# Is there a Live version Free BSD iso?



## jenaniston (Jan 4, 2010)

Is there a Live version of Free BSD that can be run from a CD iso to try it -
I am most interested in the extra functionality of the rarpd daemon as compared to either Fedora 11 or Ubuntu 9.04.

Thanks for any sugestions.


----------



## zeiz (Jan 4, 2010)

PCBSD, FreeSBIE, RoFreeSBIE, Frenzy, TrueBSD (please google)
Our forum has a developer of GhostBSD (please search forum)


----------



## jenaniston (Jan 4, 2010)

I have been googling - realize it was a basic question -
but they aren't called live version, and I have to leave the university library like now.

The reverse address recognition protocol in FreeBSD seems more powerful according to the rarpd man page I found for the freebsd distribution while looking for linux rarpd manual.
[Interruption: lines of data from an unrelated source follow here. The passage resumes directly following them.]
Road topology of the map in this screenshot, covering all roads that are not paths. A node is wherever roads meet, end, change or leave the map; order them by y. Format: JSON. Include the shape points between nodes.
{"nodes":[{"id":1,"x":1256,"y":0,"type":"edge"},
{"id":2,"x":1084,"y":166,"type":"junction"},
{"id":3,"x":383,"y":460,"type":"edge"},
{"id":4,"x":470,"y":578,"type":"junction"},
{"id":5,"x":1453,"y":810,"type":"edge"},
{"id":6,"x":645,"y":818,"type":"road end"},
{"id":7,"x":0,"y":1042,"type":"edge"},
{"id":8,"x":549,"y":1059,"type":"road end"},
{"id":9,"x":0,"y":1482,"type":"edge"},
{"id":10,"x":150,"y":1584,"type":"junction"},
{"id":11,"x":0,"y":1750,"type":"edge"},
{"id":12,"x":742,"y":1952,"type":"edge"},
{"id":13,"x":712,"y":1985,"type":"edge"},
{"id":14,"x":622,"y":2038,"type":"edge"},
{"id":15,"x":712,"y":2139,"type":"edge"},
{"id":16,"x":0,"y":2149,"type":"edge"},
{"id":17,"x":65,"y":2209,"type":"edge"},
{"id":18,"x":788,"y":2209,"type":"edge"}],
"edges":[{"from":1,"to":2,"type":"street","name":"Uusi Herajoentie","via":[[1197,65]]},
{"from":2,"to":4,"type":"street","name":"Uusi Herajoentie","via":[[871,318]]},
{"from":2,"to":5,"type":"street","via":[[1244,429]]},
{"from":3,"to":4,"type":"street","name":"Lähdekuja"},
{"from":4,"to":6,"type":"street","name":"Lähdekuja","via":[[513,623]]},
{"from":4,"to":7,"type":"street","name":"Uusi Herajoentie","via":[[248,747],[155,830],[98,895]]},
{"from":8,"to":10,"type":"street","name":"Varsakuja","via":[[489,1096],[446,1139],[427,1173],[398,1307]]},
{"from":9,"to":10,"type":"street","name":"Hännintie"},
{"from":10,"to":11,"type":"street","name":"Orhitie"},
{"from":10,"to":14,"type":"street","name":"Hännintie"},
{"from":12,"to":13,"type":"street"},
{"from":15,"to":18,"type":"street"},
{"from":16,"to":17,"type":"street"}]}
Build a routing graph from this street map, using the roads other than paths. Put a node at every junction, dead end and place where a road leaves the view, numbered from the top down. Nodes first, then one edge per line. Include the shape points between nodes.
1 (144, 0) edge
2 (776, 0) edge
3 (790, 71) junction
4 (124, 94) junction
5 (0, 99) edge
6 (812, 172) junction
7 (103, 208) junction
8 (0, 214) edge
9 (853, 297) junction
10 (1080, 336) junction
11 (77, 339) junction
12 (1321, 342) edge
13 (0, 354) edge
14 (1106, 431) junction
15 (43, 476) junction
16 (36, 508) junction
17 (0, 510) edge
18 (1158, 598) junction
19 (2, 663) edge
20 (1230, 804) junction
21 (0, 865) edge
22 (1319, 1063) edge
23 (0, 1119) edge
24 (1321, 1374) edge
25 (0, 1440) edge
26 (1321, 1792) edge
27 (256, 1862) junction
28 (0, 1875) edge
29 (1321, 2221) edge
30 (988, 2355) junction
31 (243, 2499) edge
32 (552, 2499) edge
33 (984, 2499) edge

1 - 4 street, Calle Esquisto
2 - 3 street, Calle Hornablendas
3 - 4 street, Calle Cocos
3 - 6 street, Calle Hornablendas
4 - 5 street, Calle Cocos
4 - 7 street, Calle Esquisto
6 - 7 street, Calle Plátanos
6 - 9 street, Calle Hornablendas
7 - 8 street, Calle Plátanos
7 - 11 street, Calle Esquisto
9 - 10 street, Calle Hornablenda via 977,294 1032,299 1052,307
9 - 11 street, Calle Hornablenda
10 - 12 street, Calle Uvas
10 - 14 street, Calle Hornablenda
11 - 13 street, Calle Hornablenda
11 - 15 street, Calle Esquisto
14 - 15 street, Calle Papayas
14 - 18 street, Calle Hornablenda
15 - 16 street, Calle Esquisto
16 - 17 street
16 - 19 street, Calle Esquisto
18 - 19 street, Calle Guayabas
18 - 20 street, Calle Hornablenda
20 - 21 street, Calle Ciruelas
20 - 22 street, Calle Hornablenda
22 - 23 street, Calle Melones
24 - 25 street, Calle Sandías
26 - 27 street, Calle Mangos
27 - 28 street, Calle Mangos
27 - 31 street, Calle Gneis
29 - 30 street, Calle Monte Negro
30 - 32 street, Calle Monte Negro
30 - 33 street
Thanks - have the clue I needed in a quick pinch.


----------



## jenaniston (Jan 4, 2010)

*GhostBSD not available torrent iso or free download yet*

As far as i can find. GhostBSD just is *not* _really_ available . . .
unless anybuddy has any ideas.

Frenzy 1.1 boots up fine, but I ain't gonna be using any rarpd daemon quite yet with it -
-  and long term it wont be quite like FreeBSD 8.0 for full use anyway.

Any other suggestions for an available FreeBSD live version . . .


----------



## jenaniston (Jan 4, 2010)

*RoFreeSBIE-1.3.iso (2.39 GB)*

RoFreeSBIE looks like the best shot of being an active FreeBSD Live iso - but it does have to be on a a DVD (2.39 GB)

RoFreeSBIE is *FreeBSD-6.3-PRERELEASE based*
It includes wireless support even in the *live* mode . . .

http://www.rofreesbie.org/


FreeSBIE - *discontinued*
http://distrowatch.com/table.php?distribution=freesbie

And while the FreeBSD 8.0-RELEASE-dvd1.iso is nice to now have, it is an installation - not a live version -
 so that is for later in the year.


----------



## Beastie (Jan 4, 2010)

jenaniston said:
			
		

> And while the FreeBSD 8.0-RELEASE-dvd1.iso is nice to now have, it is an installation - not a live version


Choose fixit and you'll have a live system. Or if you don't need/want the whole DVD, you can get the livefs disc (+200 MB) from the same FTP location.
But fixit/livefs is a live version of *FreeBSD* (big surprise, eh) which means you won't have any graphical interface as the other live systems usually have.


----------



## lme@ (Jan 5, 2010)

The new PC-BSD 8.0-beta is a live dvd.


----------



## jenaniston (Jan 5, 2010)

Beastie said:
			
		

> Choose fixit and you'll have a live system.
> ... fixit/livefs is a live version of *FreeBSD* ... you won't have any graphical interface as the other live systems usually have.



Thanks - I'll try the fixit at the prompt.
I'm usually in terminal anyway (Fedora 11 Live 8GB USB or Ubuntu 9.04 Live 1GB USB) - to install dhcp server or configuration of dhcp file with vi editor, so I'm ok without the graphical interface, for now.



			
				lme@ said:
			
		

> The new PC-BSD 8.0-beta is a live dvd.



I am downloading - as I reply here - the PCBSD8.0-BETA-x86-USB.img (3.7 GB)

http://www.pcbsd.org/content/view/137/11/

Thanks again.


----------



## chalbersma (Jan 5, 2010)

There is evoke. I've never used it but it may still be alive.

Scratch above. The project is still alive. Last update on Dec 30th 2009 so I'll probably give it a whirl and tell you what I've found.


----------



## jenaniston (Jan 6, 2010)

*RoFreeSBIE live DVD iso screenshot*

So there *are* probably a few ways to get a live version of FreeBSD up and running . . .
this DVD iso boots up on a university computer 
(my univ. login/access in Windows Vista has alot of software, but some limited admin privileges).

Here's screenshot of RoFreeSBIE (from November 2007 and PRERELEASE 6.3) with the KDE 3.5 desktop it loads with :


----------



## jenaniston (Jan 6, 2010)

*PCBSD-8.0 live DVD iso screenshot*

The PCBSD DVD iso also boots up on this university computer -
 the Live Mode is option 3 at the FreeBSD boot menu.







But it does look like I will need to get PCBSD-8.0 on USB in order to install packages with the pkg_add command.

Great info link that comes up as icon on this KDE desktop . . .
http://wiki.pcbsd.org/index,php/PC-BSD_Users_Handbook

Good luck everybuddy.


----------